Two astronauts, traveling faster than light, go back in time to prehistoric Earth. Unable to return, they befriend the locals. Then, to add insult to injury, they bring the natives into the 20th Century where they attempt to blend into present time in an attempt to save the series. Not meant to be. “It’s About Time” faded quickly into prehistoric times. One could hope it would never make syndication.
The golden era of television was a learning curve of what worked and what didn’t. What kept an audience and what did not. There were quite a number of one-season wonder sitcoms and drama series that barely lasted a season and there was a reason why. They were terrible. That said, “The Monkees” was another one that actually managed to last two seasons yet developed a huge multi-generational following that has lasted for decades. The Monkees pioneered the music video.

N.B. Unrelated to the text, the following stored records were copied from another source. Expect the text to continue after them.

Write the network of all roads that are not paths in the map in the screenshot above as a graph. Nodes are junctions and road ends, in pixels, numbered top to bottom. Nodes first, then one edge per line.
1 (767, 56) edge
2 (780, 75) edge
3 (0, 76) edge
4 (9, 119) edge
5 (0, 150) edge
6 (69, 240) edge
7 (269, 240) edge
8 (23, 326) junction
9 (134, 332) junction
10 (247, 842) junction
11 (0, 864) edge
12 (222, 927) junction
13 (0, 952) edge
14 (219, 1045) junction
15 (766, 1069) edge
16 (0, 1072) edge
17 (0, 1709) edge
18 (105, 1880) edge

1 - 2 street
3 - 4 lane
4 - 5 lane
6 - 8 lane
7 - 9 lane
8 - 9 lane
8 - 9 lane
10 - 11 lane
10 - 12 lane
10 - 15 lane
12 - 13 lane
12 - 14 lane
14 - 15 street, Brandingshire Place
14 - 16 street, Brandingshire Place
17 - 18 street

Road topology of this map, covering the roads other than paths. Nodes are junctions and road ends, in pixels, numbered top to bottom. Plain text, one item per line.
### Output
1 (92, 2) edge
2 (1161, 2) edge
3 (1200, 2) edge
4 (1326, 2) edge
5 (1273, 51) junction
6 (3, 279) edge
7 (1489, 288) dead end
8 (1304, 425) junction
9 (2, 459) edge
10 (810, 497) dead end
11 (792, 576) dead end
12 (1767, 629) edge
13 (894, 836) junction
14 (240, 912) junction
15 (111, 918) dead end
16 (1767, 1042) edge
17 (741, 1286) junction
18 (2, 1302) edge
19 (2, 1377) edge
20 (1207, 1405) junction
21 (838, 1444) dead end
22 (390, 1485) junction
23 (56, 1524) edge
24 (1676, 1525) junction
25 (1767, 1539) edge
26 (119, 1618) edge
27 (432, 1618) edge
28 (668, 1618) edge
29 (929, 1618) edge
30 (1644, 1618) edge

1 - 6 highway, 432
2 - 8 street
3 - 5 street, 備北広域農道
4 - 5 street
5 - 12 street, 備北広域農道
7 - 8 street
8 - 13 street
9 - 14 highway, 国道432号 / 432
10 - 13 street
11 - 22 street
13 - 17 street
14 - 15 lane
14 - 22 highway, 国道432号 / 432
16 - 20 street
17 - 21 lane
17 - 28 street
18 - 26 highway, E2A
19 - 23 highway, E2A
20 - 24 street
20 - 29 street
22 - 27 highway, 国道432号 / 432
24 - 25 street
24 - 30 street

The news wasn’t all bad for producer Sherwood Schwartz. He produced very successful franchises. “Gilligan’s Island” was very successful as was “The Brady Bunch.” Both retain a sizable audience today across the generations. Everyone wanted to be a Brady kid. Gilligan’s Island was just goofy enough to get a belly laugh every time something really stupid happened. And yes, Mary Ann was more to my liking than Ginger. I still don’t understand how they kept that portable radio going without replacement batteries for years, nor do I understand where all this everyday “stuff” came from no one would take on a three-hour tour including the Professor’s portable nuclear reactor and slide rule.
The Brady Bunch was believable, but downright corny at times. Why anyone would bring “Tiger” the dog to a wedding where a cat was present is beyond me. You just know Mike Brady (Robert Reed) was decidedly furious when the wedding cake fell on him. The busted vase — remember that? Elmer’s Glue-All was used in an effort to glue it back together? Problem? Elmer’s is water soluble. At dinner, the vase swiftly became unglued for all to see and at the horror of six naïve crumb crushers who thought they could get away with it.
I can’t help it. Every time I hear the name Marcia, I feel inclined to go “Marcia-Marcia-Marcia!!!” Eve Plumb lives in each of us.